Leaving out the images, please reproduce each line below exactly.

### Working data

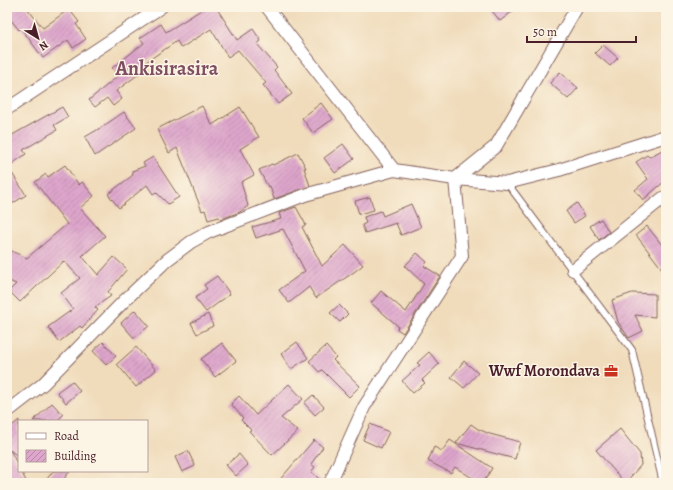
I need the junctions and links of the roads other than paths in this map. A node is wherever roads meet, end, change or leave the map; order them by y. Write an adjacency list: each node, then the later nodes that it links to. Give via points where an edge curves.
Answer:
1 (161, 7): 4 (street)
2 (267, 7): 6 (street)
3 (577, 7): 7 (street, via 496,146)
4 (7, 109)
5 (666, 136): 8 (street, via 559,170)
6 (394, 170): 7 (street); 11 (street, via 305,195 209,232 191,242 167,260 125,300 43,384)
7 (455, 179): 8 (street); 12 (street, via 462,256 364,406)
8 (507, 183): 10 (lane)
9 (666, 203): 10 (street, via 663,198)
10 (573, 270): 13 (lane, via 632,350)
11 (7, 412)
12 (330, 483)
13 (663, 483)

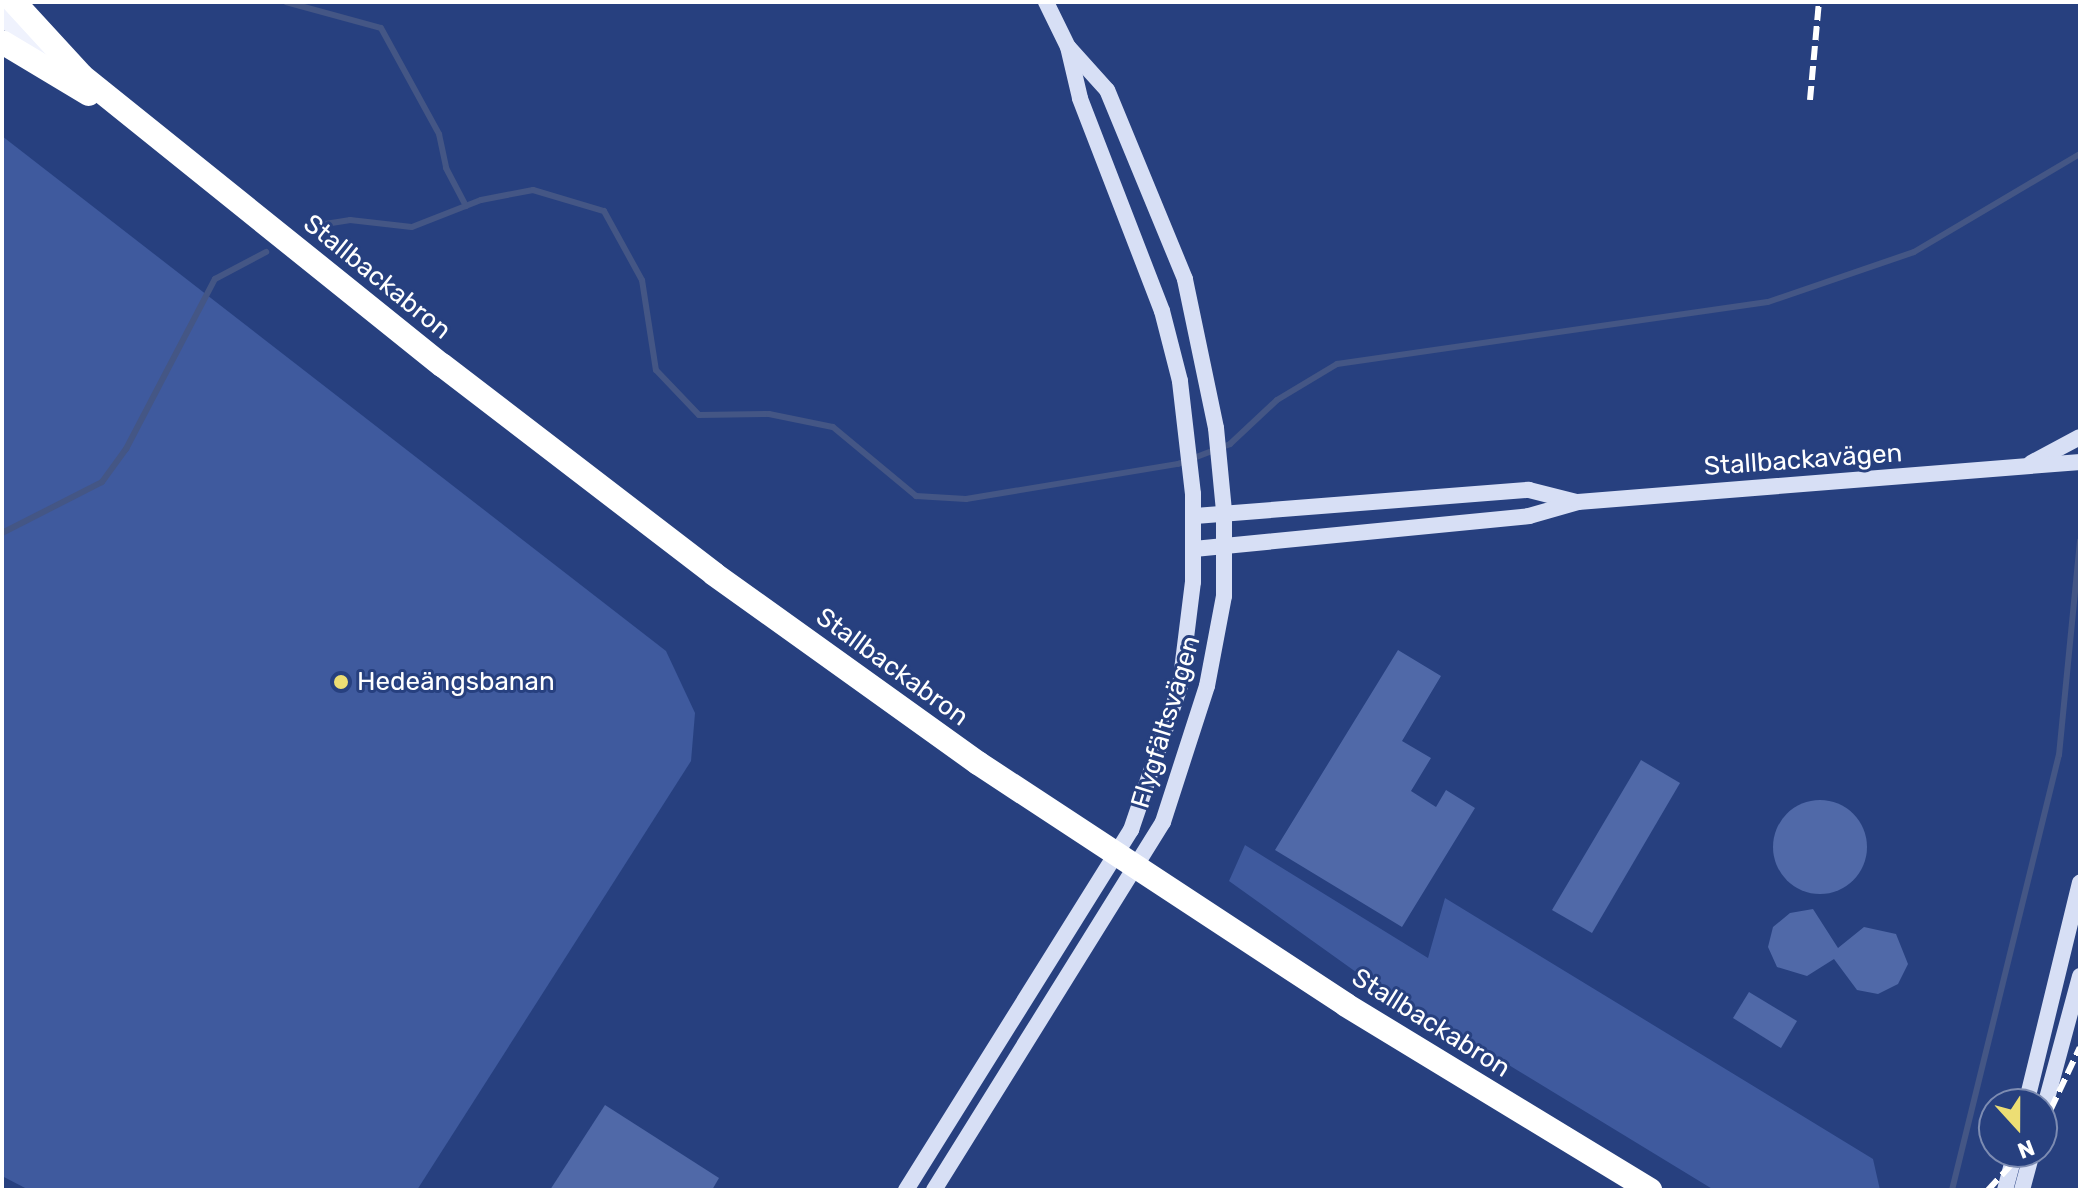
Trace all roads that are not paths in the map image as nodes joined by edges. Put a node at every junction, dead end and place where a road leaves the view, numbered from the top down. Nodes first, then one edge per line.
1 (14, 2) edge
2 (1046, 2) edge
3 (2, 16) edge
4 (2, 42) edge
5 (1068, 47) junction
6 (82, 76) junction
7 (146, 126) junction
8 (2080, 437) edge
9 (2080, 462) edge
10 (2031, 463) junction
11 (1578, 502) junction
12 (1224, 511) junction
13 (1195, 516) junction
14 (1226, 546) junction
15 (1194, 549) junction
16 (2080, 882) edge
17 (2080, 976) edge
18 (2030, 1088) edge
19 (2050, 1088) edge
20 (2011, 1168) edge
21 (2028, 1168) edge
22 (906, 1190) edge
23 (934, 1190) edge
24 (1650, 1190) edge
25 (2005, 1190) edge
26 (2022, 1190) edge

1 - 6 highway
2 - 5 street, Flygfältsvägen
3 - 6 main road
4 - 7 highway
5 - 12 street, Flygfältsvägen
5 - 13 street, Flygfältsvägen
6 - 7 highway
7 - 24 highway, Stallbackabron, bridge
8 - 10 street, Stallbackavägen
9 - 10 street, Stallbackavägen
10 - 11 street, Stallbackavägen
11 - 12 street, Stallbackavägen
11 - 14 street, Stallbackavägen
12 - 13 street, Stallbackavägen
12 - 14 street, Flygfältsvägen
13 - 15 street, Flygfältsvägen
14 - 15 street, Stallbackavägen
14 - 23 street, Flygfältsvägen
15 - 22 street, Flygfältsvägen
16 - 18 street
17 - 19 street
20 - 25 street
21 - 26 street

######

## Task solution
I need the junctions and links of the roads other than paths in this map. A node is wherever roads meet, end, change or leave the map; order them by y. Write an adjacency list: each node, then the later nodes that it links to. Give via points where an edge curves.
Answer:
1 (161, 7): 4 (street)
2 (267, 7): 6 (street)
3 (577, 7): 7 (street, via 496,146)
4 (7, 109)
5 (666, 136): 8 (street, via 559,170)
6 (394, 170): 7 (street); 11 (street, via 305,195 209,232 191,242 167,260 125,300 43,384)
7 (455, 179): 8 (street); 12 (street, via 462,256 364,406)
8 (507, 183): 10 (lane)
9 (666, 203): 10 (street, via 663,198)
10 (573, 270): 13 (lane, via 632,350)
11 (7, 412)
12 (330, 483)
13 (663, 483)

Trace all roads that are not paths in the map image as nodes joined by edges. Put a node at every junction, dead end and place where a road leaves the view, numbered from the top down. Nodes first, then one edge per line.
1 (14, 2) edge
2 (1046, 2) edge
3 (2, 16) edge
4 (2, 42) edge
5 (1068, 47) junction
6 (82, 76) junction
7 (146, 126) junction
8 (2080, 437) edge
9 (2080, 462) edge
10 (2031, 463) junction
11 (1578, 502) junction
12 (1224, 511) junction
13 (1195, 516) junction
14 (1226, 546) junction
15 (1194, 549) junction
16 (2080, 882) edge
17 (2080, 976) edge
18 (2030, 1088) edge
19 (2050, 1088) edge
20 (2011, 1168) edge
21 (2028, 1168) edge
22 (906, 1190) edge
23 (934, 1190) edge
24 (1650, 1190) edge
25 (2005, 1190) edge
26 (2022, 1190) edge

1 - 6 highway
2 - 5 street, Flygfältsvägen
3 - 6 main road
4 - 7 highway
5 - 12 street, Flygfältsvägen
5 - 13 street, Flygfältsvägen
6 - 7 highway
7 - 24 highway, Stallbackabron, bridge
8 - 10 street, Stallbackavägen
9 - 10 street, Stallbackavägen
10 - 11 street, Stallbackavägen
11 - 12 street, Stallbackavägen
11 - 14 street, Stallbackavägen
12 - 13 street, Stallbackavägen
12 - 14 street, Flygfältsvägen
13 - 15 street, Flygfältsvägen
14 - 15 street, Stallbackavägen
14 - 23 street, Flygfältsvägen
15 - 22 street, Flygfältsvägen
16 - 18 street
17 - 19 street
20 - 25 street
21 - 26 street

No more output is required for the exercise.